Amazon confirmed on Wednesday, January 28, that they will be cutting 16,000 corporate employees, bringing the total number of layoffs since last October to about 30,000. This massive downsizing is mainly due to adjusting the excessive hiring during the COVID-19 pandemic and restructuring the company’s efficiency due to artificial intelligence (AI) technology.
Since the cumulative layoffs of 30,000 people started in the fall of last year, it accounts for nearly 10% of Amazon’s total corporate workforce, marking the largest downsizing in the company’s thirty-year history. Amazon CEO Andy Jassy pointed out that the company massively expanded during the pandemic due to the surge in e-commerce demand, pushing the total number of employees to a historical peak of 1.58 million, and now must undergo structural adjustments.
According to Reuters, as global consumption patterns return to normal, Amazon found that there was excessive corporate hierarchy and prevalent bureaucracy. Amazon’s top HR executive, Beth Galetti, mentioned in an internal memo that the layoffs are aimed at “reducing hierarchy, increasing ownership, and eliminating bureaucracy.”
She also mentioned that some teams will continue to “adjust as needed,” implying that the company has not ruled out the possibility of further downsizing in the future, and may even take measures such as pay cuts or benefit adjustments to optimize cost structure.
In addition to workforce streamlining, Amazon has also strategically retreated from its physical business. According to The Wall Street Journal’s analysis, Amazon announced the closure of all remaining Amazon Fresh physical grocery stores and Amazon Go cashierless stores, signaling that the company’s experiment to disrupt traditional retail with high-tech has temporarily failed.

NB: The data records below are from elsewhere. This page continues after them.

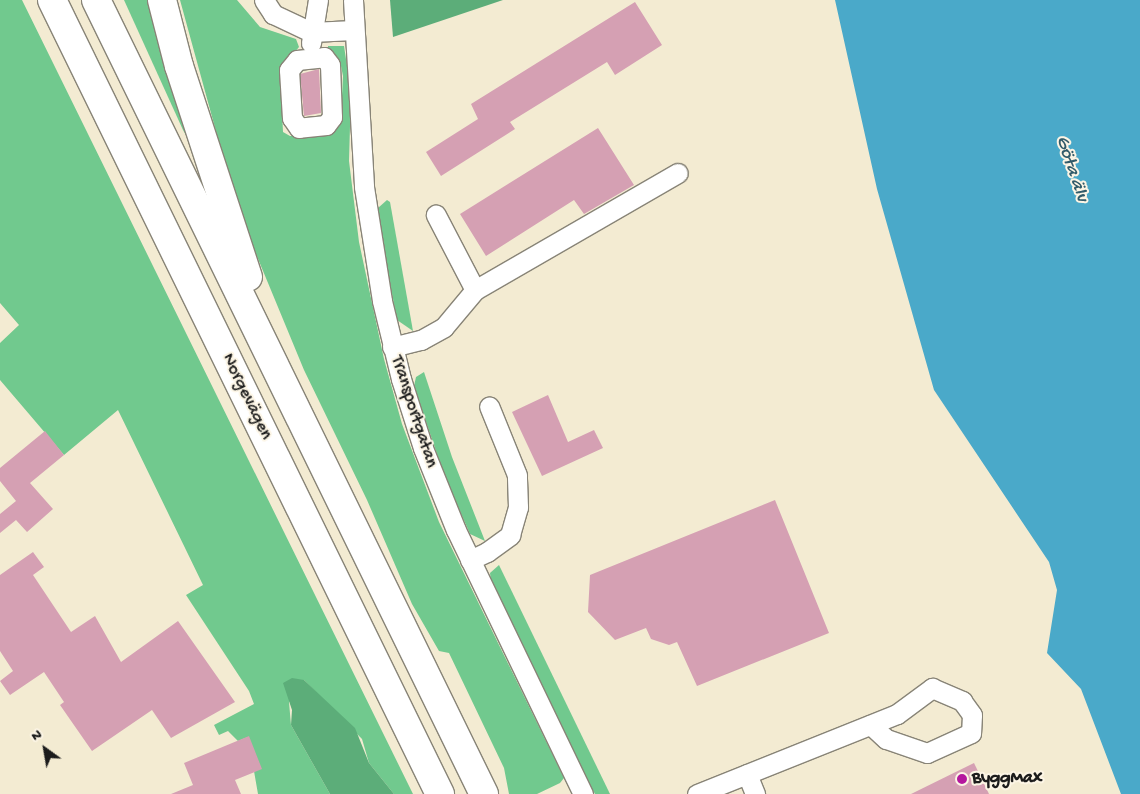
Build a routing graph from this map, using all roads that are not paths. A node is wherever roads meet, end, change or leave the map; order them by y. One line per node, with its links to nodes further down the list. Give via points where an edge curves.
1 (52, 0): 20 (highway, Norgevägen)
2 (96, 0): 14 (highway)
3 (162, 0): 14 (highway, via 179,66)
4 (264, 0): 8 (street, via 273,14)
5 (318, 0): 8 (street)
6 (353, 0): 7 (street, Transportgatan)
7 (354, 30): 8 (street); 13 (street, Transportgatan, via 364,187 375,265)
8 (310, 32): 9 (street)
9 (311, 58)
10 (678, 173): 12 (street)
11 (436, 215): 12 (street)
12 (475, 290): 13 (street, via 444,327 421,340)
13 (392, 347): 16 (street, Transportgatan, via 423,448)
14 (278, 371): 21 (highway)
15 (489, 406): 16 (street, via 518,475 518,507 510,535)
16 (470, 560): 22 (street, Transportgatan)
17 (871, 725): 17 (street, via 897,714 932,688 962,700 972,715 971,733 927,753 886,739); 18 (street)
18 (748, 774): 19 (street); 23 (street)
19 (706, 792)
20 (440, 794)
21 (484, 794)
22 (583, 794)
23 (755, 794)

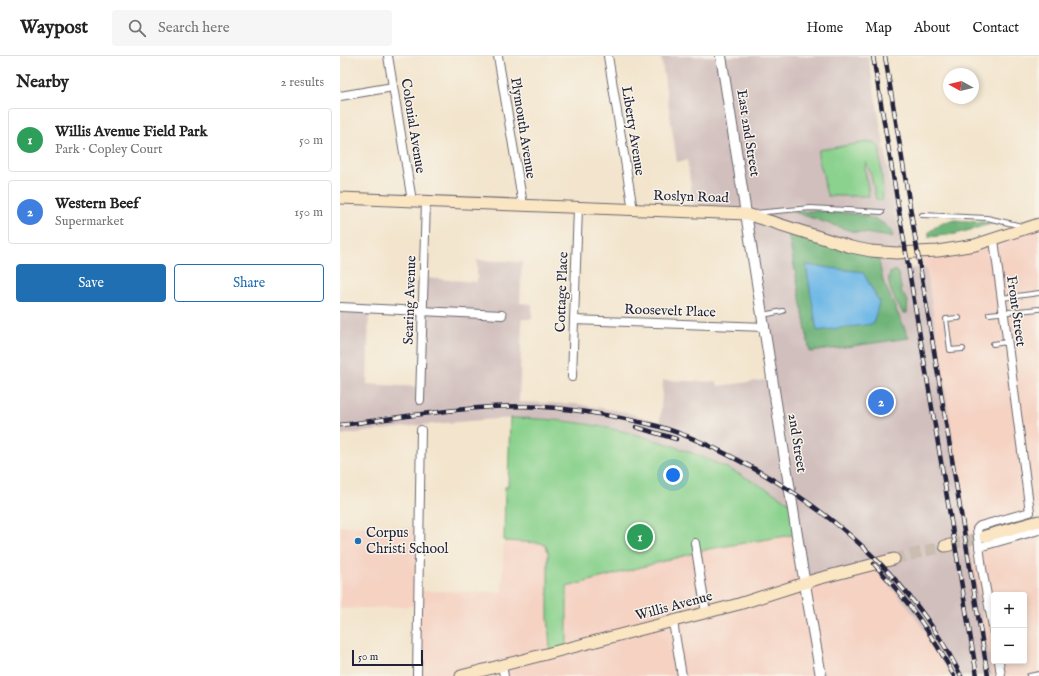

CNBC reported that Amazon will simultaneously abandon the Amazon One palm biometric payment system.
At the same time, Amazon is shifting resources from the costly “Just Walk Out” cashierless technology to the more cost-effective “Amazon Dash Cart.” Jassy stated that the company is shifting its research focus to generative AI to seek more efficient, low-cost retail automation solutions.
Another core driver behind Amazon’s layoffs is the changing dynamics in the workplace due to AI. Jassy predicted last summer that widespread adoption of AI tools would lead to job automation and subsequent job losses.
Departments affected by this round of layoffs include Amazon Web Services (AWS) and the Alexa voice assistant department. Reuters cited reports saying that as AI assistants improve accuracy in coding and administrative tasks, Amazon is restructuring internal workforce allocation with an initiative dubbed “Project Dawn.”
Meanwhile, Amazon continues to deploy robots in warehouses to reduce reliance on human labor and cut long-term operational expenses.
Bloomberg analysis shows that Amazon’s actions are not an isolated case. Companies like Meta, Netflix, Microsoft, and semiconductor equipment maker ASML have recently announced varying degrees of layoffs. This reflects that the tech industry, after experiencing pandemic windfalls, is collectively entering a period of “efficiency first” adjustment.
Despite Galetti’s attempts to reassure employees about the concerns of “layoffs every few months,” she also candidly stated that the company does not have a “fixed plan.”